Abstract 139: Ultrasound Stimulation Restores Impaired Neovascularization-Related Capacities of Human Circulating Angiogenic Cells
Aims: Unsatisfactory effects of therapeutic angiogenesis in critical limb ischemia may be ascribed to use of circulating angiogenic cells (CACs) with impaired neovascularization-related capacities of atherosclerotic patients. We tested whether ultrasound cell stimulation can restore the impaired capacities.

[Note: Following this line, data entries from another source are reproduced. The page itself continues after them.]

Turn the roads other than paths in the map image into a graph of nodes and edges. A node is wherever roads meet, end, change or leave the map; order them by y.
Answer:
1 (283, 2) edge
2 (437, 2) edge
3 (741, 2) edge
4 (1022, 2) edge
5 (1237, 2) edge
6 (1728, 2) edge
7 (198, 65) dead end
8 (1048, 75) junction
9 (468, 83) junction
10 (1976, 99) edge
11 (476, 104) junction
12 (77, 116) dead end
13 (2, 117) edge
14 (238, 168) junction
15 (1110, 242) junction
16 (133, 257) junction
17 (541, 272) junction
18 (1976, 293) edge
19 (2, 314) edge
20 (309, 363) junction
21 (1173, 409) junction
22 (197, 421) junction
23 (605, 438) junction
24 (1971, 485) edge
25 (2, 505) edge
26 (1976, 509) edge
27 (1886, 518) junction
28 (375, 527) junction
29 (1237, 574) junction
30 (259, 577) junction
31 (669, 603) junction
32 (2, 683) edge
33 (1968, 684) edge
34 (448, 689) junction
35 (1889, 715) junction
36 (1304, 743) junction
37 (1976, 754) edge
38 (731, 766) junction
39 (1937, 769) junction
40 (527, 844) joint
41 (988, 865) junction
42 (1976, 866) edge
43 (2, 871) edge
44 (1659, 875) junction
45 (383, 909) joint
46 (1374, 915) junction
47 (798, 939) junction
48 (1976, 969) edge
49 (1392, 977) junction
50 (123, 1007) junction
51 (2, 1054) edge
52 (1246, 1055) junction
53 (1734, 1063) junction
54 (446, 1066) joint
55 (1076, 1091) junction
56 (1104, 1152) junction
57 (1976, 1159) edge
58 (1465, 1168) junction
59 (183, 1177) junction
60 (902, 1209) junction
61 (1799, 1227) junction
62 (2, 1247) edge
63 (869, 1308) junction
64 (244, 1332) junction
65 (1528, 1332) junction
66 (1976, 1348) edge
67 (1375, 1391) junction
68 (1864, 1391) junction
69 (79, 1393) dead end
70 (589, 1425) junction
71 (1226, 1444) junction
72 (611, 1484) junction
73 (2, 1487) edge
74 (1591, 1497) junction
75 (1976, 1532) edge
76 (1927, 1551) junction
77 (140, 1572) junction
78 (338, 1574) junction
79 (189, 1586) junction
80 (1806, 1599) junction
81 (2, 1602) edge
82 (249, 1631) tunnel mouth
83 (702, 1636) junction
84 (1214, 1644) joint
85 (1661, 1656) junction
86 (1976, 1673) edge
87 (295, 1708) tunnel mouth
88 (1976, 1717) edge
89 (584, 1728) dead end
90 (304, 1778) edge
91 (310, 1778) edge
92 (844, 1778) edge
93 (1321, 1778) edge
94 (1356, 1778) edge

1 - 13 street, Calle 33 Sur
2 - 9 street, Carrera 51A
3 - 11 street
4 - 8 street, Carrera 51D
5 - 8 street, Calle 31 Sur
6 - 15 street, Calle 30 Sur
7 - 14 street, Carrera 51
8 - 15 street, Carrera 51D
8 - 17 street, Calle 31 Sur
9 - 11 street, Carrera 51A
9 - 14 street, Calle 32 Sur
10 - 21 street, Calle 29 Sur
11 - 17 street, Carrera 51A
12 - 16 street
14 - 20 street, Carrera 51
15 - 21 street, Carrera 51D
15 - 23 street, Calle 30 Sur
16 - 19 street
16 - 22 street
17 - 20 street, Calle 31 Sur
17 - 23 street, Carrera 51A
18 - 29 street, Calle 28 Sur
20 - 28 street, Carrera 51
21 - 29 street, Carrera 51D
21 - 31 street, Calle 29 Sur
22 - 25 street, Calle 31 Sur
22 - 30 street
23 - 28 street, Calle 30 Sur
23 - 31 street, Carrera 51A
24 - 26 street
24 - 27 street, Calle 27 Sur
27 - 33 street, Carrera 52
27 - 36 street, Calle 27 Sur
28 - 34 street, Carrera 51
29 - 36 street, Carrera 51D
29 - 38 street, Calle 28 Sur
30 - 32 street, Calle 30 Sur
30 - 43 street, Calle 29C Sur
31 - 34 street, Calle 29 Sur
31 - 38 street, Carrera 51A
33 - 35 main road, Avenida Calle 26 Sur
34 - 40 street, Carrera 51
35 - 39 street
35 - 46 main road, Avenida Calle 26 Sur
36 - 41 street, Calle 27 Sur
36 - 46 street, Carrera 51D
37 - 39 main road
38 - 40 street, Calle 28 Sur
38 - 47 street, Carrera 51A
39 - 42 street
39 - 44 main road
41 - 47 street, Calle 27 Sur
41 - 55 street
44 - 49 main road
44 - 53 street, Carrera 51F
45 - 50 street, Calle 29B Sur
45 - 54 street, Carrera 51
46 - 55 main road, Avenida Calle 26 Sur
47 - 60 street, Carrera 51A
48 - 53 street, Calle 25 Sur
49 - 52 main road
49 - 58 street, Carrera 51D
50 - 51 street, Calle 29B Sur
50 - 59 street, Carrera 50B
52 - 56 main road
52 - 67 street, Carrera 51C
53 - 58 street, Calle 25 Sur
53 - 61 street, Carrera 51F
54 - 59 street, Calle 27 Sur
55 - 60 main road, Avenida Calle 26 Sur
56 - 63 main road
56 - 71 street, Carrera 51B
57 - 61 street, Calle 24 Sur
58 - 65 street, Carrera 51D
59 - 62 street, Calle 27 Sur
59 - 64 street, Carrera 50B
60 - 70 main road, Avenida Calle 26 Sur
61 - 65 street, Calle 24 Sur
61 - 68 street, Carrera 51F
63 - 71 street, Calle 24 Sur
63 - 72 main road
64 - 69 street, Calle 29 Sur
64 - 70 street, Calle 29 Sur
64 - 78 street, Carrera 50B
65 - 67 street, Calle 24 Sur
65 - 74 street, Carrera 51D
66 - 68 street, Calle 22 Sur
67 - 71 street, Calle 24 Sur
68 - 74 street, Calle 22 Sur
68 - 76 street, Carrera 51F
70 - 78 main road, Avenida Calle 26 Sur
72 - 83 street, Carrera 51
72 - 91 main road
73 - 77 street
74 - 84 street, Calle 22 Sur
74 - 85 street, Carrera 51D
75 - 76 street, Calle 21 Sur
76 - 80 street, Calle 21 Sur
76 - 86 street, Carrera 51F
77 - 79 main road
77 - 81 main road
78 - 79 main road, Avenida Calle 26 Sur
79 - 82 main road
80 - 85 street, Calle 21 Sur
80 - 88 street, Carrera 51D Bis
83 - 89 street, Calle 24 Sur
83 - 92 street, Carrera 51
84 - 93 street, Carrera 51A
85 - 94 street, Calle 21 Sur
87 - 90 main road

Methods and Results: During four-day-culture of human peripheral blood-derived mononuclear cells to achieve CACs, we stimulated the culture cells daily with low-intensity pulsed ultrasound stimulation (LIPUS). LIPUS to healthy volunteer-derived culture cells augmented generation and migration capacities of CACs, increased concentrations of angiopoietin 2 and nitrogen oxides in the culture medium, and increased expressions of phosphorylated-Akt and endothelial nitric oxide synthetase in CACs on western blotting. LIPUS to atherosclerotic patient-derived culture cells also augmented the generation and migration capacities of CACs. Although neovascularization in the ischemic hindlimb of athymic nude mice was impaired after intramuscular injection of atherosclerotic patient-derived CACs compared with that of healthy volunteer-derived CACs, LIPUS to atherosclerotic patient-derived culture cells restored the impaired neovascularization.
Conclusion: Therapeutic angiogenesis with LIPUS-pretreated CACs may be a new strategy to rescue critical limb ischemia in atherosclerotic patients.
- © 2012 by American Heart Association, Inc.